What this task involves
For the data below, the lines that hold "Warm" should be counted; only the resulting number is expected.

Data: Begin

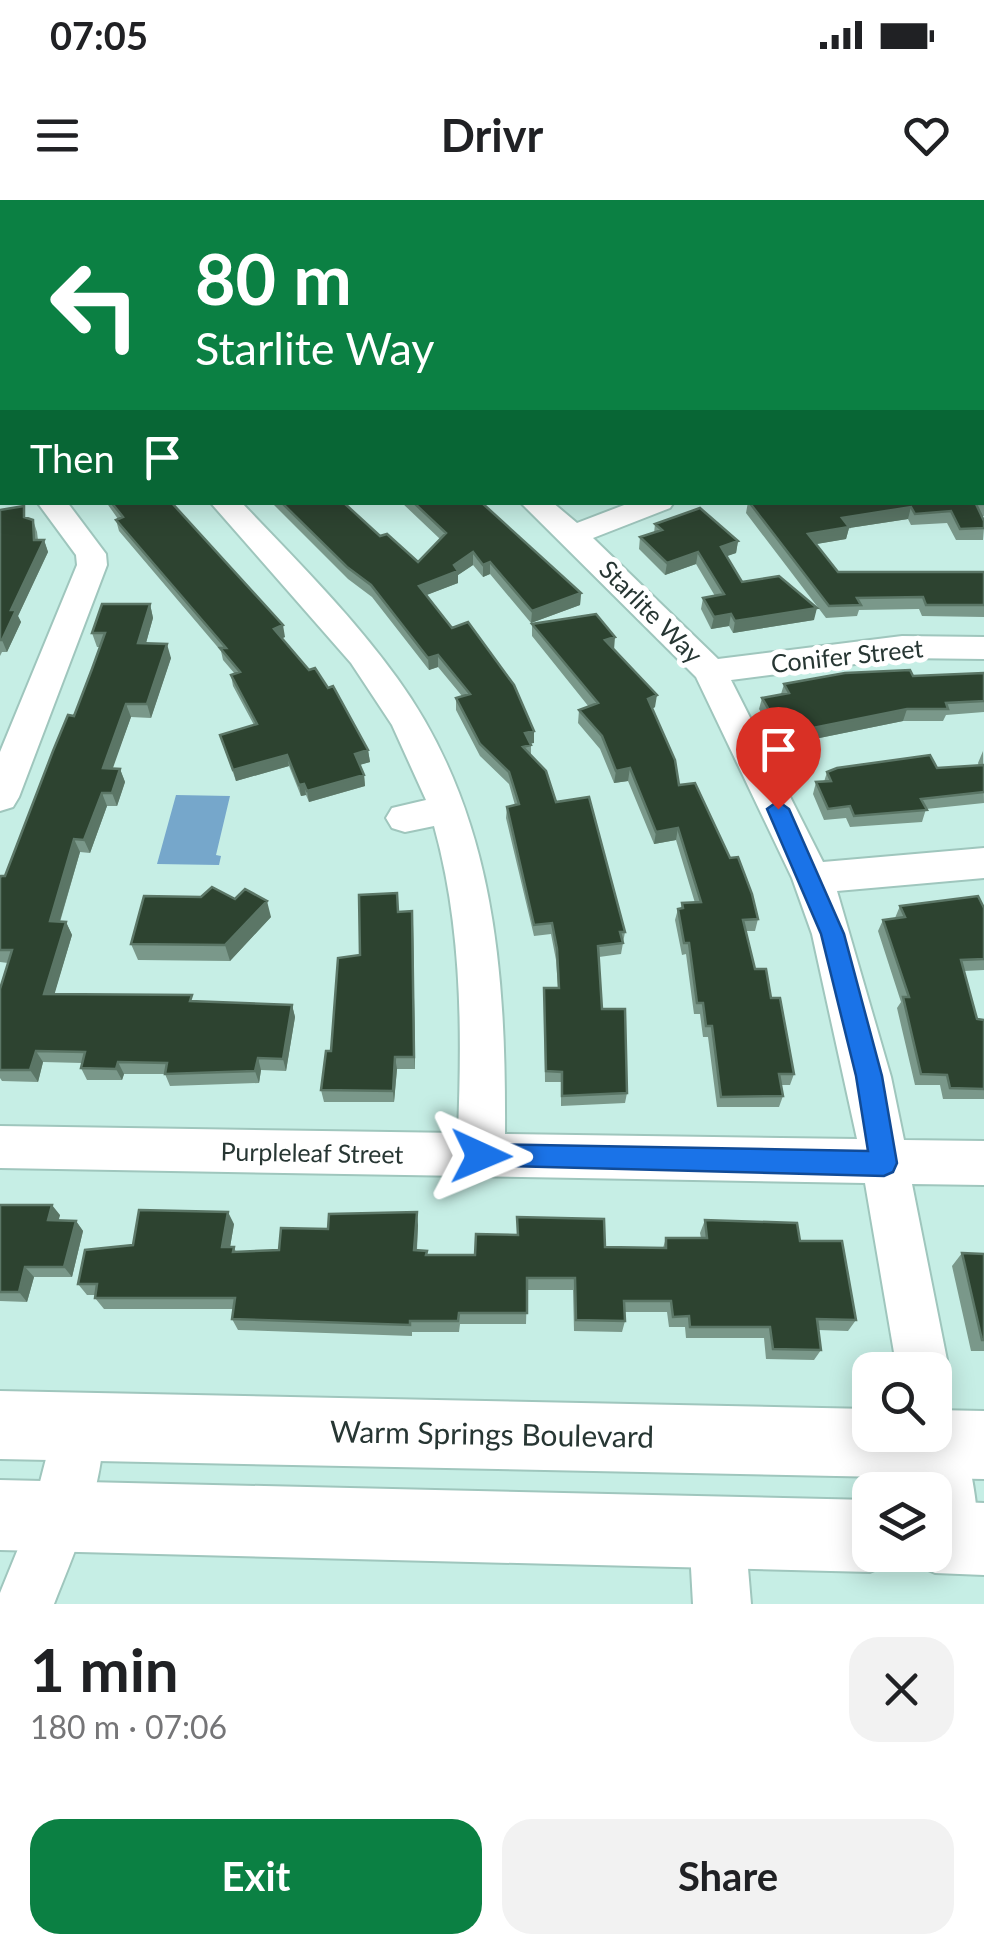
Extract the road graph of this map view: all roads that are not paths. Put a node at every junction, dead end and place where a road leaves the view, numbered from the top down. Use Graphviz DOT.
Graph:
graph roads {
  1 [pos="53,505"];
  2 [pos="227,505"];
  3 [pos="538,505"];
  4 [pos="652,505"];
  5 [pos="573,535"];
  6 [pos="984,648"];
  7 [pos="710,671"];
  8 [pos="0,797"];
  9 [pos="448,809"];
  10 [pos="405,818"];
  11 [pos="984,863"];
  12 [pos="812,878"];
  13 [pos="0,1148"];
  14 [pos="481,1156"];
  15 [pos="884,1163"];
  16 [pos="984,1163"];
  17 [pos="920,1352"];
  18 [pos="0,1425"];
  19 [pos="78,1427"];
  20 [pos="852,1439"];
  21 [pos="952,1441"];
  22 [pos="29,1516"];
  23 [pos="717,1532"];
  24 [pos="852,1536"];
  25 [pos="958,1538"];
  26 [pos="25,1604"];
  27 [pos="58,1604"];
  28 [pos="722,1604"];
  1 -- 8 [label="street"];
  2 -- 9 [label="street"];
  3 -- 5 [label="street, Starlite Way"];
  4 -- 5 [label="street"];
  5 -- 7 [label="street, Starlite Way"];
  6 -- 7 [label="street, Conifer Street"];
  7 -- 12 [label="street, Starlite Way"];
  9 -- 10 [label="street"];
  9 -- 14 [label="street"];
  11 -- 12 [label="street"];
  12 -- 15 [label="street, Starlite Way"];
  13 -- 14 [label="street, Purpleleaf Street"];
  14 -- 15 [label="street, Purpleleaf Street"];
  15 -- 16 [label="street, Purpleleaf Street"];
  15 -- 17 [label="street, Starlite Way"];
  18 -- 19 [label="main road, Warm Springs Boulevard"];
  19 -- 20 [label="main road, Warm Springs Boulevard"];
  19 -- 22 [label="street"];
  21 -- 25 [label="street"];
  22 -- 23 [label="main road"];
  22 -- 26 [label="street"];
  22 -- 27 [label="street"];
  23 -- 24 [label="main road"];
  23 -- 28 [label="street"];
}
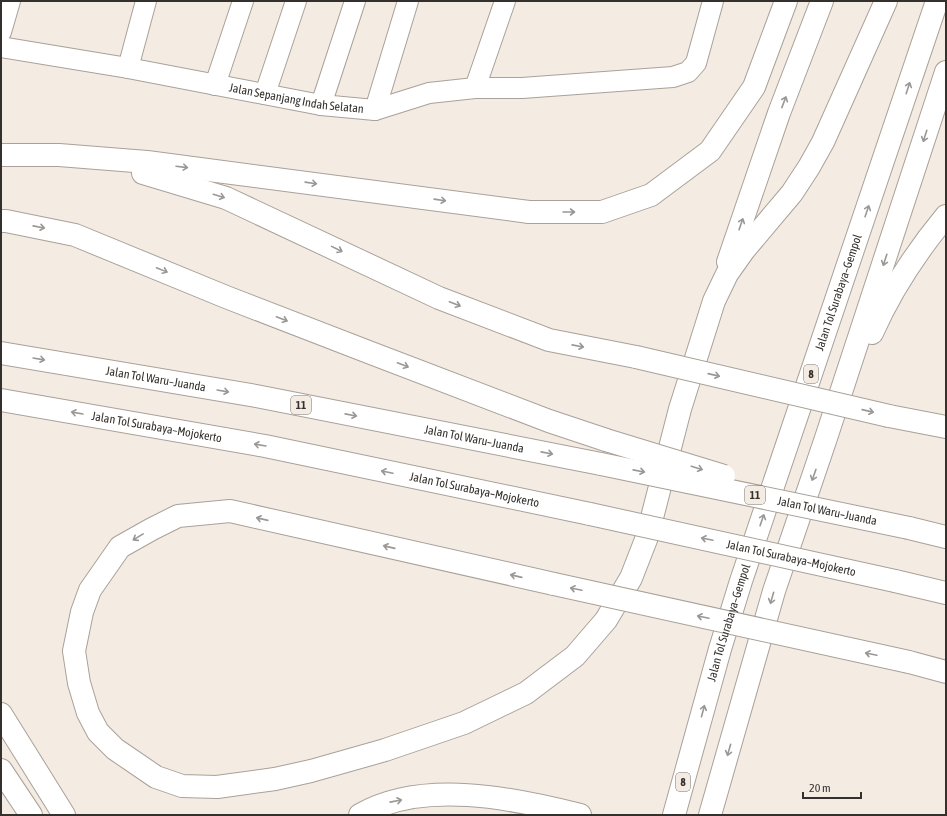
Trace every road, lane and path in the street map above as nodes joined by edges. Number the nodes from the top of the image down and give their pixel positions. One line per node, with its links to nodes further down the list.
1 (10, 1): 13 (street)
2 (146, 1): 15 (street)
3 (243, 1): 17 (street)
4 (296, 1): 19 (street)
5 (355, 1): 20 (street)
6 (408, 1): 21 (street)
7 (505, 1): 18 (street)
8 (714, 1): 18 (street, Jalan Sepanjang Indah Selatan)
9 (786, 1): 23 (highway, one-way to 9)
10 (822, 1): 26 (highway, one-way to 10)
11 (886, 1): 26 (highway)
12 (937, 1): 36 (highway, Jalan Tol Surabaya–Gempol / 8, one-way to 12)
13 (1, 32)
14 (1, 47): 15 (street, Jalan Sepanjang Indah Selatan)
15 (128, 68): 17 (street, Jalan Sepanjang Indah Selatan)
16 (946, 72): 30 (highway, one-way to 30)
17 (215, 85): 19 (street, Jalan Sepanjang Indah Selatan)
18 (475, 88): 21 (street, Jalan Sepanjang Indah Selatan)
19 (266, 94): 20 (street, Jalan Sepanjang Indah Selatan)
20 (321, 106): 21 (street, Jalan Sepanjang Indah Selatan)
21 (375, 110)
22 (1, 155): 23 (highway)
23 (59, 155): 29 (highway, one-way to 29, bridge)
24 (946, 216): 30 (highway)
25 (1, 222): 31 (highway, one-way to 31, bridge)
26 (714, 301): 34 (highway, one-way to 26, bridge)
27 (1, 353): 31 (highway, Jalan Tol Waru–Juanda / 11, one-way to 31, bridge)
28 (1, 400): 33 (highway, Jalan Tol Surabaya–Mojokerto, one-way to 28, bridge)
29 (946, 427)
30 (826, 438): 44 (highway, one-way to 44)
31 (849, 514): 32 (highway, Jalan Tol Waru–Juanda / 11, bridge)
32 (946, 537)
33 (946, 593)
34 (946, 672)
35 (1, 714): 39 (highway)
36 (693, 749): 42 (highway); 43 (highway, Jalan Tol Surabaya–Gempol / 8)
37 (1, 770): 38 (highway)
38 (31, 815)
39 (64, 815)
40 (360, 815): 41 (highway, one-way to 41)
41 (580, 815)
42 (664, 815)
43 (674, 815)
44 (710, 815)

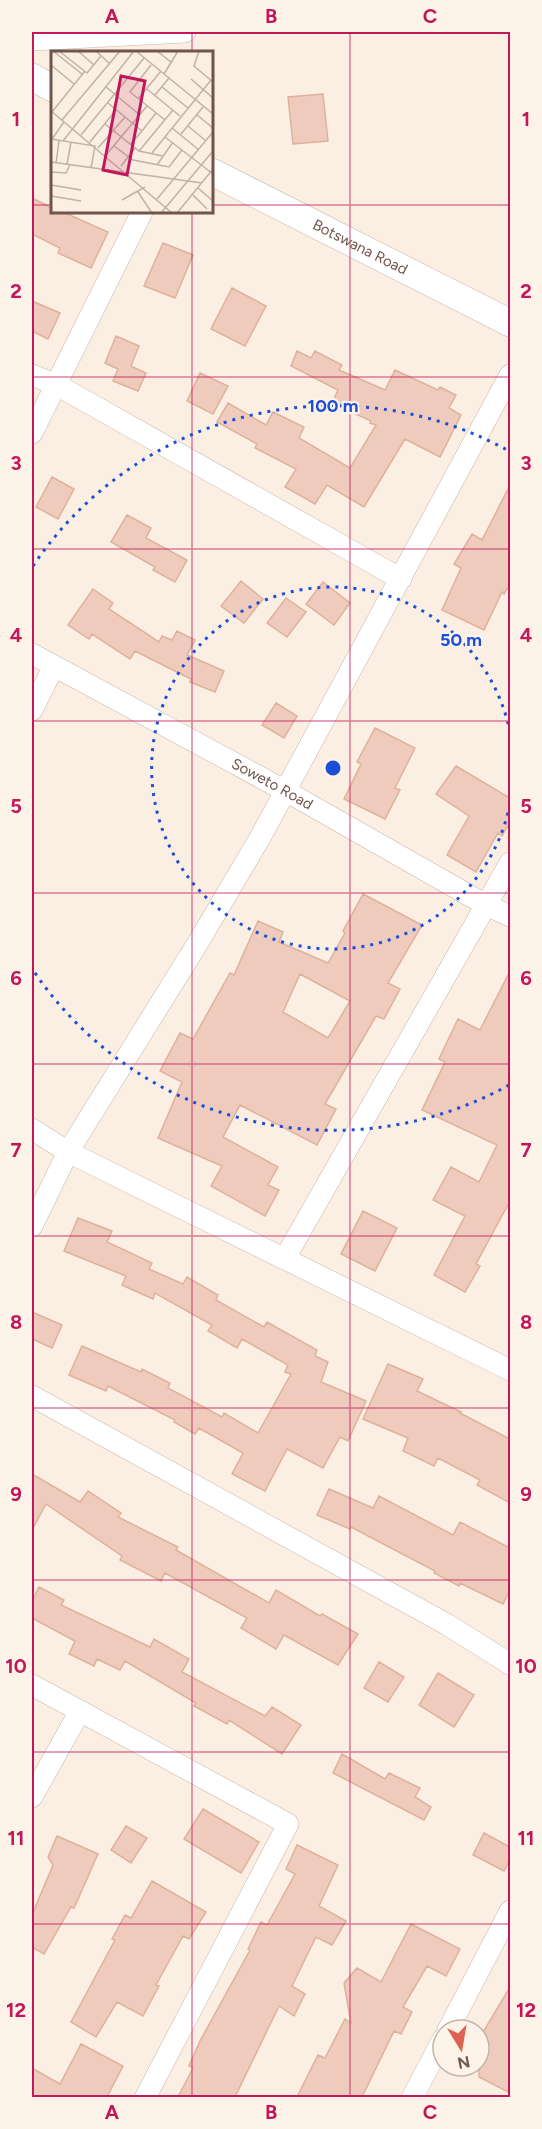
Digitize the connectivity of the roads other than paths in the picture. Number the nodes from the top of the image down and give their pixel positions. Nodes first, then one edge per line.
1 (185, 32) edge
2 (32, 39) edge
3 (32, 77) edge
4 (51, 87) edge
5 (213, 173) edge
6 (142, 213) edge
7 (510, 323) edge
8 (32, 375) edge
9 (510, 375) edge
10 (57, 385) junction
11 (32, 433) edge
12 (401, 579) junction
13 (32, 654) edge
14 (54, 666) junction
15 (32, 710) edge
16 (284, 790) junction
17 (510, 863) edge
18 (486, 905) junction
19 (510, 916) edge
20 (32, 1129) edge
21 (68, 1152) junction
22 (32, 1226) edge
23 (285, 1258) junction
24 (510, 1370) edge
25 (32, 1396) edge
26 (510, 1664) edge
27 (32, 1685) edge
28 (80, 1711) junction
29 (32, 1797) edge
30 (510, 1911) edge
31 (454, 2018) edge
32 (431, 2061) edge
33 (145, 2097) edge
34 (412, 2097) edge

1 - 2 street
3 - 4 street
5 - 7 street, Botswana Road
6 - 10 street
8 - 10 street
9 - 12 street
10 - 11 street
10 - 12 street
12 - 16 street
13 - 14 street, Soweto Road
14 - 15 street
14 - 16 street, Soweto Road
16 - 18 street, Soweto Road
16 - 21 street
17 - 18 street
18 - 19 street, Soweto Road
18 - 23 street
20 - 21 street
21 - 22 street
21 - 23 street
23 - 24 street
25 - 26 street
27 - 28 street
28 - 29 street
28 - 33 street
30 - 31 street
32 - 34 street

Data: End

Solution to this exercise
2